In light of International Women’s Day 2026, we sat down with Ellie Wyatt-O’Reilly, Anna Hunt, Malaika Alam and Rebecca Mahon to hear about their journeys in the industry and with Brymec so far.

Author: Charlotte Dale

Charlotte Dale

International Women’s Day has been marked globally, on 8th March, for over a century. It began in the early 1900s as part of a global movement for women’s rights; rooted in campaigns for fair pay, better working conditions and the right to vote. Over time, it has become a worldwide moment of reflection and action. A day to recognise progress, acknowledge inequality where it still exists, and reaffirm a simple principle: opportunity should never be limited by gender.

In industries like construction, that principle has not always been a given.

For decades, construction was written about and built by men. The history books rarely mentioned the women who contributed behind the scenes, fought for access to apprenticeships, or challenged the assumption that site boots and leadership meetings weren’t meant for them. And yet, they were there. Women like Dorothy Donaldson Buchanan, who in 1927 became the first woman admitted to the Institution of Civil Engineers, helped lay the groundwork (quite literally) for change. At a time when construction sites, infrastructure projects and engineering institutions were overwhelmingly male, she built a respected career in infrastructure and helped formalise women’s place within the UK industry.

Fast forward to today, the industry tells a different story. The numbers are shifting. More women are entering construction roles, more are taking up apprenticeships, and more are stepping into leadership positions across the UK.

Progress hasn’t happened by accident. It has been built by people – men and women – working side by side to open the doors that once felt firmly closed.

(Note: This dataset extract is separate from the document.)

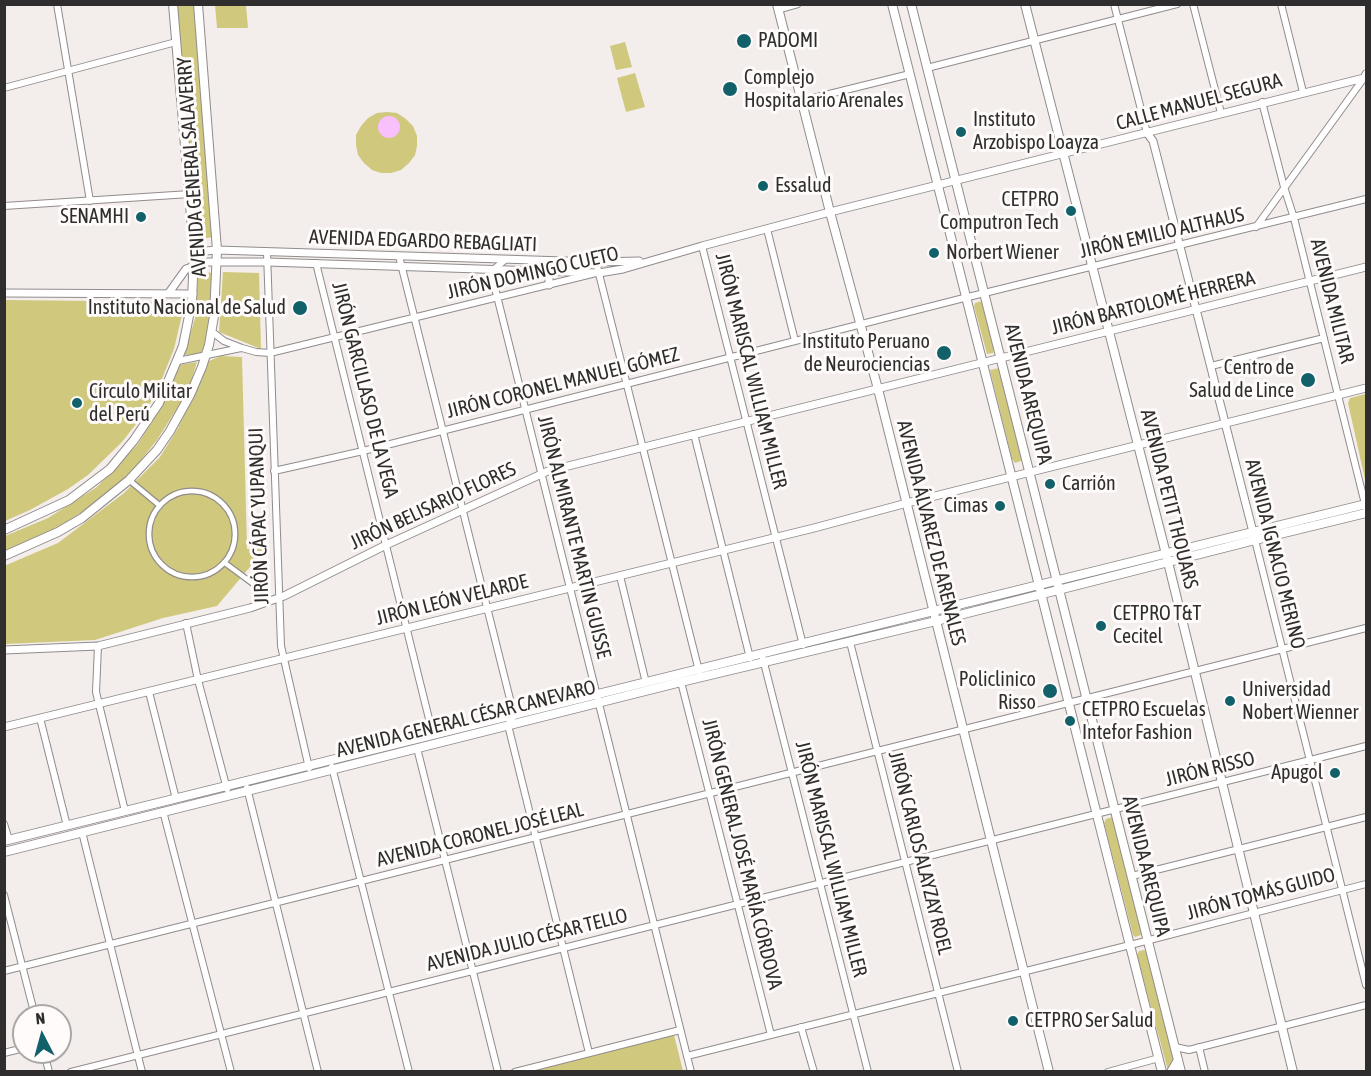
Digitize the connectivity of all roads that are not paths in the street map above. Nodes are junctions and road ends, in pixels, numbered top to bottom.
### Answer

To understand what that progress looks like in practice, we sat down with Ellie Wyatt-O’Reilly, Anna Hunt, Malaika Alam and Rebecca Mahon to hear about their journeys in the industry and with Brymec so far. There are no scripts and no rehearsed answers, just honest reflections on what it’s like to build a career in a sector that is evolving in real time.

What stands out in these conversations is that this isn’t a story about competition. It’s not about men versus women. It’s about standards rising because diversity of thought, experience, and leadership makes the industry stronger. Its about talented people being trusted on site, in meetings, in boardrooms, and everywhere in between.

International Women’s Day exists to remind us how far we’ve come. But it also asks what comes next. From pioneers like Dorothy Buchanan to the women contributing across sites, offices and boardrooms today, the industry continues to evolve; not through division, but because it recognises that diverse perspectives strengthen delivery, leadership and outcomes.

International Women’s Day gives us a moment to recognise that journey, and then to keep building steadily, collectively, and over time. It is not about comparison, it’s about recognition. Because there was a time this video couldn’t have been made.

Now it can.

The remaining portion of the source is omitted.